The economic burden of diabetes, particularly diabetes-related events, is costly for patients, payors, and society. Our findings suggest that rtCGM use may be an effective tool for reducing diabetes-related events, specifically in the most vulnerable, costly cohorts that do not get access to rtCGM technology. When it comes to improving glycemic metrics for high-risk AYA, rtCGM is one piece of the puzzle. Findings related to glycemic health were less clear in this analysis, and additional research is warranted to elucidate the multitude of factors that influence A1c in high-risk AYA with T1D. Future research should examine rtCGM use and social determinants of health, coupled with additional psychological, behavioral, and family systems factors. High-risk AYA likely need more specific, tailored interventions and support to optimize rtCGM use and improve not only costs but glycemic health. Regardless, the present findings demonstrated improvements in diabetes-related events, which are desirable health outcomes, along with cost savings, underscoring the importance of access to rtCGM for this population.

Data Availability

Additional data questions may be directed to the corresponding author.

Ethical Approval

Ethical approval for this study was obtained from the Institutional Review Board (IRB) at the University of Oklahoma Health Sciences Center, IRB Number 11370.

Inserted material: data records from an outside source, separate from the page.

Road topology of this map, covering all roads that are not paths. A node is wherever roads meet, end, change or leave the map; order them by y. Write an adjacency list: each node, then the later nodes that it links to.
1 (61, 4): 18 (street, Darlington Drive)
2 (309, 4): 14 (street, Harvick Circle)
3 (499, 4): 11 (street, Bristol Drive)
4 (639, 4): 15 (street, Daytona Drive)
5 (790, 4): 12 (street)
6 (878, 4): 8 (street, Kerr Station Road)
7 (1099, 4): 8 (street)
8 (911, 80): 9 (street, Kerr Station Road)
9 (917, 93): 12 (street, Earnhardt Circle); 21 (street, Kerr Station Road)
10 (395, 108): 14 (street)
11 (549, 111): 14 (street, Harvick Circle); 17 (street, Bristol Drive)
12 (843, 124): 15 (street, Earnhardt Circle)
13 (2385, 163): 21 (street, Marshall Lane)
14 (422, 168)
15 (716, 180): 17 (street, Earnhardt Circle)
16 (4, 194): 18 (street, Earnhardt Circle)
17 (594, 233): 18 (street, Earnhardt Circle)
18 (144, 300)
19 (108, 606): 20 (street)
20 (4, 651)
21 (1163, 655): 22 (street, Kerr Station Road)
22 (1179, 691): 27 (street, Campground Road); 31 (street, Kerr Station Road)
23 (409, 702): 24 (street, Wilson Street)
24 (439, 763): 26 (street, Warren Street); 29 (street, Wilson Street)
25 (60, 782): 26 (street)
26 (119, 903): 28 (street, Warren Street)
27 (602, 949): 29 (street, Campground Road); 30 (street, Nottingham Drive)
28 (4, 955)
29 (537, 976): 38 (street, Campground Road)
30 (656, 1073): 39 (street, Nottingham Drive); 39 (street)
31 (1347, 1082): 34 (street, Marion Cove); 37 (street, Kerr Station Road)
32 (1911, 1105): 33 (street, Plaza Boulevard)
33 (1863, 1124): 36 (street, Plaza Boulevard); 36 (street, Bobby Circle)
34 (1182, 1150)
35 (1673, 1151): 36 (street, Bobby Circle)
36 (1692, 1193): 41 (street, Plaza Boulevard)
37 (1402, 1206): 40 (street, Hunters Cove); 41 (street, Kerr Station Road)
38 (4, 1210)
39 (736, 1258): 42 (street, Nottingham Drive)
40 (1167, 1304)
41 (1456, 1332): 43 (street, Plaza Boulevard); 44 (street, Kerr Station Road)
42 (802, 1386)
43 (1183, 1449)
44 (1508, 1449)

All participants aged 18 and older submitted written informed consent. Participants under 18 years of age provided assent for participation, and their parent and/or legal guarding provided written informed consent. All participants who turned 18 years old doing the study were re-consented as adults.

Disclosure

The author(s) disclose receipt of financial support from Dexcom, Inc. for a portion of a research assistant’s effort and internal statistical analysis. The contents of this manuscript are solely the responsibility of the authors.

Conflicts of Interest

The authors declare that they have no conflicts of interest.

Authors’ Contributions

Joni K. Beck was responsible for conceptualization, methodology, investigation, writing the original draft, reviewing, and editing the draft, supervision, formal analysis, project administration, and funding acquisition; Rebecca A. Allen was in charge of conceptualization, methodology, investigation, writing, reviewing, and editing the original draft, formal analysis, and project administration; Kathryn M. Jeter was in charge of conceptualization, methodology, data curation, writing, review, and editing the original draft, visualization, supervision, validation, formal analysis, project administration, and funding acquisition; Rachel S. Fisher was responsible for writing the original draft, data curation, and visualization; Taylor M. Dattilo was in charge of writing the original draft and visualization; Katherine A. Traino was in charge of writing the original draft; Michael Anderson and James Cutler were in charge of validation and formal analysis; and David P. Sparling was in charge of conceptualization, methodology, reviewing and editing the original draft, supervision, and funding acquisition.

Acknowledgments

This work was supported in part by Dexcom, Inc. for the Dexcom G6 devices the participants used in the study.